Site information
- Type: Castle

Location

= Braine Castle =

Castle in Braine-le-Château, Belgium

Braine Castle (Château de Braine) is a castle in Braine-le-Château, Walloon Brabant, Wallonia, Belgium.

In 649 the Abbess of Mons St. Waudru ceded her "land of Ittre", including Braine, to the Chapter of Mons. Accordingly, Braine had an odd political status since it remained a small enclave of the County of Hainaut within the County of Leuven, part of the Duchy of Brabant. Braine-le-Château was owned by several feudal families. The domain was bought by Jean de Hornes in 1434 and by Lamoral II Claudius Franz, Count of Thurn and Taxis in 1670.

Braine-le-Château is named after a castle (château) built in the place called "Les Monts". In the 11th–12th century, two twinned big artificial hills (mottes) were erected on the top of a spur dominating a village set up on the rivier Hain. Such a twin structure is very infrequent north of the river Loire.

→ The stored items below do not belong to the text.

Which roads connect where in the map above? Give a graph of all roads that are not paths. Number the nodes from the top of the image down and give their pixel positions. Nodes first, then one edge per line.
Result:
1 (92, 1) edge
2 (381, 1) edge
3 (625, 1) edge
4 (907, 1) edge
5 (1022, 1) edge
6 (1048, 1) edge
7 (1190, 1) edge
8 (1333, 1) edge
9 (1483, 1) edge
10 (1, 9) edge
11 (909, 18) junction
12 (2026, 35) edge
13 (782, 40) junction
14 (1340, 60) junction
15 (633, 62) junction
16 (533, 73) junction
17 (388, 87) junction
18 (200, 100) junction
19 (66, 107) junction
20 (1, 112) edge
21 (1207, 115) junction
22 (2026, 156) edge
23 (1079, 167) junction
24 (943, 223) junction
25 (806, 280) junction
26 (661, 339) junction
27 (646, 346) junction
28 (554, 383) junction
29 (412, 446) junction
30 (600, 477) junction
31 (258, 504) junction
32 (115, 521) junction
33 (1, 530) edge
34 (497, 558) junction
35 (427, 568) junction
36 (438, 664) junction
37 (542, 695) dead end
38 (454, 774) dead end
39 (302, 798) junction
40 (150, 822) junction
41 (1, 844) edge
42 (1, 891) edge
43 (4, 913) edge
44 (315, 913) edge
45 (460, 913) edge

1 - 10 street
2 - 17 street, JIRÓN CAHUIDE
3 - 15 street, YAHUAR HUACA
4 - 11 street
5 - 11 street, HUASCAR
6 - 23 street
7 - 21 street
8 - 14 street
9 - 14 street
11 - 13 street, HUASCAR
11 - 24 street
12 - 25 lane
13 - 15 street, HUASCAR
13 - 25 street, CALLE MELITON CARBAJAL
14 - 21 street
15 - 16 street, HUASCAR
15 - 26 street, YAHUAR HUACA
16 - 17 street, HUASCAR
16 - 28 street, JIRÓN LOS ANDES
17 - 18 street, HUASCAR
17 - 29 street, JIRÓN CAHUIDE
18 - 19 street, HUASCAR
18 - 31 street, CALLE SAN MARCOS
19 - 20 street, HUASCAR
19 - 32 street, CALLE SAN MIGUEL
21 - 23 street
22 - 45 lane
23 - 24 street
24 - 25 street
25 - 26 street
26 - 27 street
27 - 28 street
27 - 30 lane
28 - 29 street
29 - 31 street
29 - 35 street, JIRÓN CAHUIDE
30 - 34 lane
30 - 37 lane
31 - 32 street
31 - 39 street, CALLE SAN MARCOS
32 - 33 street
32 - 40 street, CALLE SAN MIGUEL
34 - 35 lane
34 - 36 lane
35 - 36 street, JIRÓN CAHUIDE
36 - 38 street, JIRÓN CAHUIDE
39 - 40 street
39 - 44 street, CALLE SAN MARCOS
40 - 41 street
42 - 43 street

The castle of Braine existed until 1722 but was rebuilt in different places according to the increase of the village. In the beginning of the 13th century, the lords of Trazegnies, owners of the domain, left the spur and built a squarish castle in the middle of a marshy area; the castle was surrounded by a triple barrier made by the marshes, the rivers and the moats. The castle, located in the heart of the village, was used to control the road Nivelles-Halle. In the 16th century, the castle was made less defensive and more pleasant to live in by suppressing the southern wing and increasing the size of the windows, allowing the sun to light the rooms. The castle was burned in 1667 and revamped in 1681, with the addition of a monumental gate. Count Eugène Gaspard de Robiano purchased the castle in 1835 and his descendants still live there.